The significance of nonradioactive NPY or NPY analogs as direct inhibitors of tumor cell growth remains to be established for the in vivo use in humans. It was shown previously in other tumor cell types in culture that NPY can modestly affect tumor growth.6 In order to evaluate the functionality of NPY receptors in ovarian cancer, we have performed preliminary studies with various ovarian cancer cell lines including NIH:OVCAR-3, EFO-27, and SK-OV-3. Unfortunately, none of these commercially available ovarian tumor cell lines were expressing NPY receptors to a level permitting functional investigations, making these cell lines of little value as model system. Convincing evidence of a growth control of ovarian cancers through functional NPY receptors may therefore be difficult to provide. For the time being, the main clinical application of the reported data will be to take advantage of NPY-binding sites and perform NPY receptor scintigraphy and radiotherapy.
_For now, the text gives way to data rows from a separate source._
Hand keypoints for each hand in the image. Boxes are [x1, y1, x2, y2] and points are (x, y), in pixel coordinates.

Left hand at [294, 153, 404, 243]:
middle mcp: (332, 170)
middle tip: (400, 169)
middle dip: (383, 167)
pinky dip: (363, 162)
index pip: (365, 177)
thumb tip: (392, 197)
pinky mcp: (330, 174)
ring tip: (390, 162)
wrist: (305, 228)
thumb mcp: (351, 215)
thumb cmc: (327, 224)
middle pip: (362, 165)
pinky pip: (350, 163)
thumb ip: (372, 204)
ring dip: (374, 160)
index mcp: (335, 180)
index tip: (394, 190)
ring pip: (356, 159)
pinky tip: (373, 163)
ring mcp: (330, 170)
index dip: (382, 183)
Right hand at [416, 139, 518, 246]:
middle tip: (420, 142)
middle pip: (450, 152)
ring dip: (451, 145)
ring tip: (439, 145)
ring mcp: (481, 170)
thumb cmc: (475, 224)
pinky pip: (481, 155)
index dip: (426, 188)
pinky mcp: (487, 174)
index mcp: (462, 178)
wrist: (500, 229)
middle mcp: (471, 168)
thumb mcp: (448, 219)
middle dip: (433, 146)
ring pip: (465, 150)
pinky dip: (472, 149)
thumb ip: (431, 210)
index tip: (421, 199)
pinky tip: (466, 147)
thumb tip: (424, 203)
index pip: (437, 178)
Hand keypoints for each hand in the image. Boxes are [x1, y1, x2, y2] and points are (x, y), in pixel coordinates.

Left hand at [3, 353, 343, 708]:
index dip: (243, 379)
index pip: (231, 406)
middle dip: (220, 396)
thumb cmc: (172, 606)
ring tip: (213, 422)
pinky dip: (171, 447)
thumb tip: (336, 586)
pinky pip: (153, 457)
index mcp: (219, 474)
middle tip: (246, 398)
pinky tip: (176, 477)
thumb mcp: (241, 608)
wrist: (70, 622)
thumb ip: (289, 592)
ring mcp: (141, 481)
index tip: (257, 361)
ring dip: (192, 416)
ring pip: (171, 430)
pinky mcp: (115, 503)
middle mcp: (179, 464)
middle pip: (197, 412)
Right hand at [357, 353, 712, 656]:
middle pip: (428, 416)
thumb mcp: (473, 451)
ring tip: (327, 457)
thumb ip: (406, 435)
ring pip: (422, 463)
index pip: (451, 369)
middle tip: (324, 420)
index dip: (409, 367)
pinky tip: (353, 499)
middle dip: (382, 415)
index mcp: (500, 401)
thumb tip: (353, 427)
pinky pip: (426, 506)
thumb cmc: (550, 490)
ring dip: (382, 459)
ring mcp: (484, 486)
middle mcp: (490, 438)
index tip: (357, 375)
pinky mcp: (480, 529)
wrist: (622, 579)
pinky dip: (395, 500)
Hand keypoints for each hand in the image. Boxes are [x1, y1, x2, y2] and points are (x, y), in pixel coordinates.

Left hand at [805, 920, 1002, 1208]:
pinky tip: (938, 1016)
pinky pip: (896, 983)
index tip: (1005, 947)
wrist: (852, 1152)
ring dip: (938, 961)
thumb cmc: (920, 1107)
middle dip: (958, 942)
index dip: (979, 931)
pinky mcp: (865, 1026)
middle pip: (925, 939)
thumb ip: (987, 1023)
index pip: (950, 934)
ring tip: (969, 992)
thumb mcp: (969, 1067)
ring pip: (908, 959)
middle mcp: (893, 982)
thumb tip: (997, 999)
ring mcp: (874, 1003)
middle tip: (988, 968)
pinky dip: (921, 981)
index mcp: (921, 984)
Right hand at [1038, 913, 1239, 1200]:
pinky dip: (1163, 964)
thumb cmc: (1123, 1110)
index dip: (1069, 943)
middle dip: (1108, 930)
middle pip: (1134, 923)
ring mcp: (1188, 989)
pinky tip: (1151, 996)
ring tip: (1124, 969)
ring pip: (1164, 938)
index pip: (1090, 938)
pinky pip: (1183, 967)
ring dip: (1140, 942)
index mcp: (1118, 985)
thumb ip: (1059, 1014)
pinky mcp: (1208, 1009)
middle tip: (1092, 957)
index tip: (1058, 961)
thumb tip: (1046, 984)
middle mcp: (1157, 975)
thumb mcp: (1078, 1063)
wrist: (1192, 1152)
Peptide hormone receptors other than NPY receptors are expressed in ovarian neoplasms. Vasoactive intestinal peptide receptors were found in high density and homogeneity in 83%,14 cholecystokinin-B in 14%,15 and different somatostatin receptor subtypes in 19–54%13 of ovarian adenocarcinomas. Most interestingly, however, cholecystokinin-B receptors are present in 100% of sex cord-stromal tumors.15 The extremely high incidence of NPY and cholecystokinin-B receptors in GCT and SLCT is remarkable and intriguing with respect to the possible pathophysiological role of these peptides. Furthermore, the observation of multiple peptide receptor expression may lead to the application of a cocktail of radioligands for a more efficient in vivo receptor targeting of ovarian neoplasms.